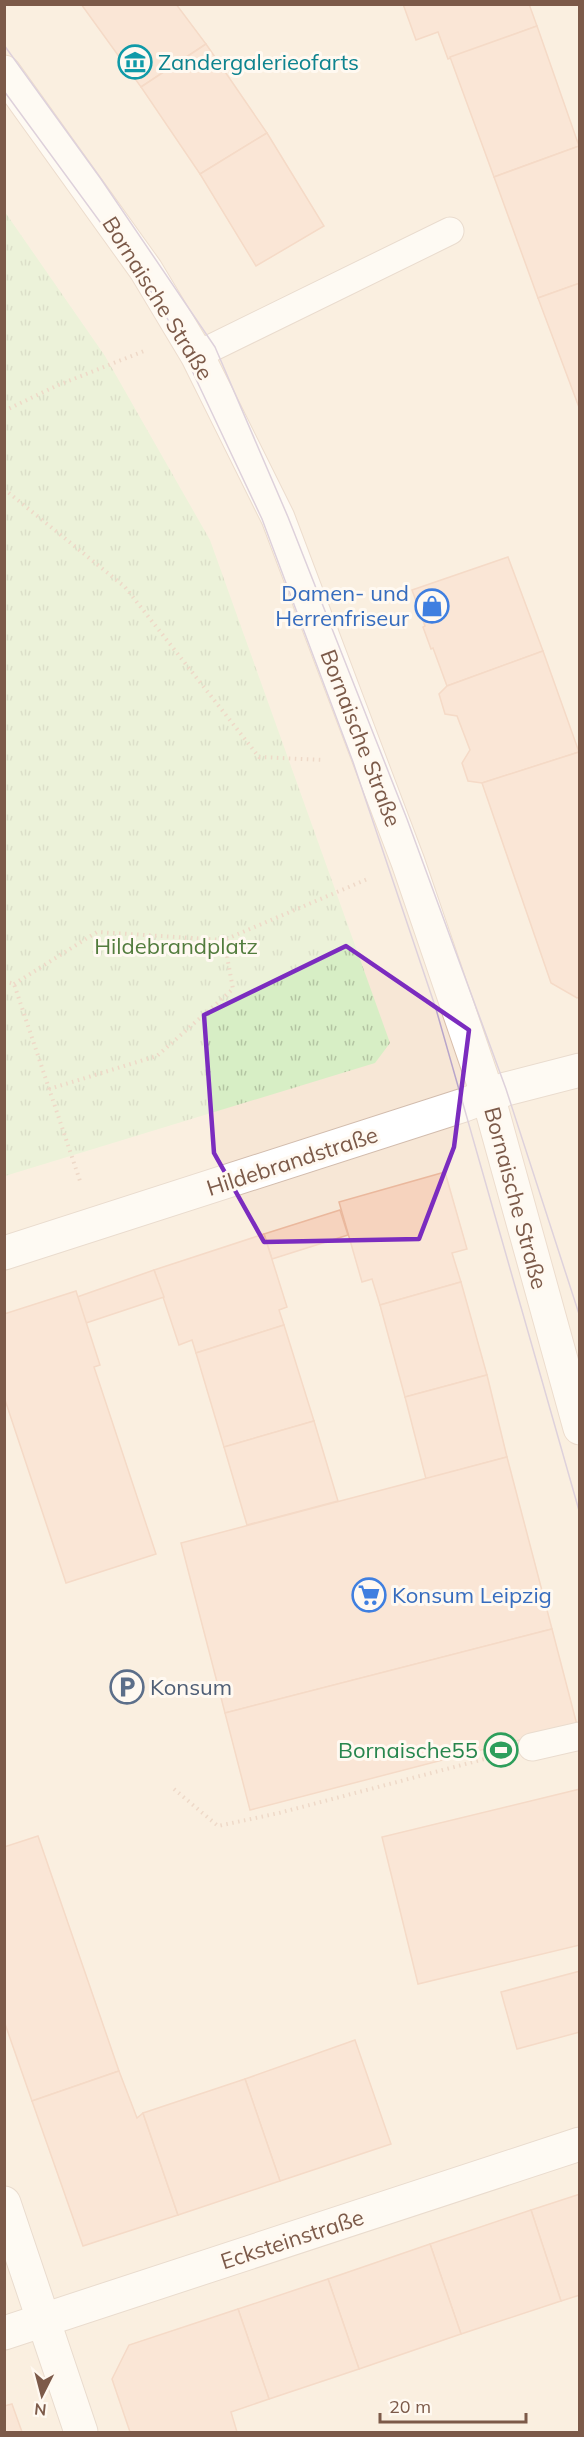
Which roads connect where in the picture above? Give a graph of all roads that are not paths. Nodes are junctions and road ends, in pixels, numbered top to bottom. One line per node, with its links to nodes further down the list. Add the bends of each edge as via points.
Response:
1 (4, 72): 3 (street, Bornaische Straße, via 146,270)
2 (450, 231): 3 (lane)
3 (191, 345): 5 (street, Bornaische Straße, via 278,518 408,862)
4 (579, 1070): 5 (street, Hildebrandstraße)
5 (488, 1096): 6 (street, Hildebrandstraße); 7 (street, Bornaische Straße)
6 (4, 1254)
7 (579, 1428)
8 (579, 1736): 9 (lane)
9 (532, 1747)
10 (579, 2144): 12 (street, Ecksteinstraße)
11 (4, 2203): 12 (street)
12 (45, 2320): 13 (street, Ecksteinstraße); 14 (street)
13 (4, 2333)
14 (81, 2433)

### AIM OF THE EXERCISE:
Word-for-word output of every record is needed, with images omitted.

### COMPLETED EXERCISE:
Which roads connect where in the picture above? Give a graph of all roads that are not paths. Nodes are junctions and road ends, in pixels, numbered top to bottom. One line per node, with its links to nodes further down the list. Add the bends of each edge as via points.
Response:
1 (4, 72): 3 (street, Bornaische Straße, via 146,270)
2 (450, 231): 3 (lane)
3 (191, 345): 5 (street, Bornaische Straße, via 278,518 408,862)
4 (579, 1070): 5 (street, Hildebrandstraße)
5 (488, 1096): 6 (street, Hildebrandstraße); 7 (street, Bornaische Straße)
6 (4, 1254)
7 (579, 1428)
8 (579, 1736): 9 (lane)
9 (532, 1747)
10 (579, 2144): 12 (street, Ecksteinstraße)
11 (4, 2203): 12 (street)
12 (45, 2320): 13 (street, Ecksteinstraße); 14 (street)
13 (4, 2333)
14 (81, 2433)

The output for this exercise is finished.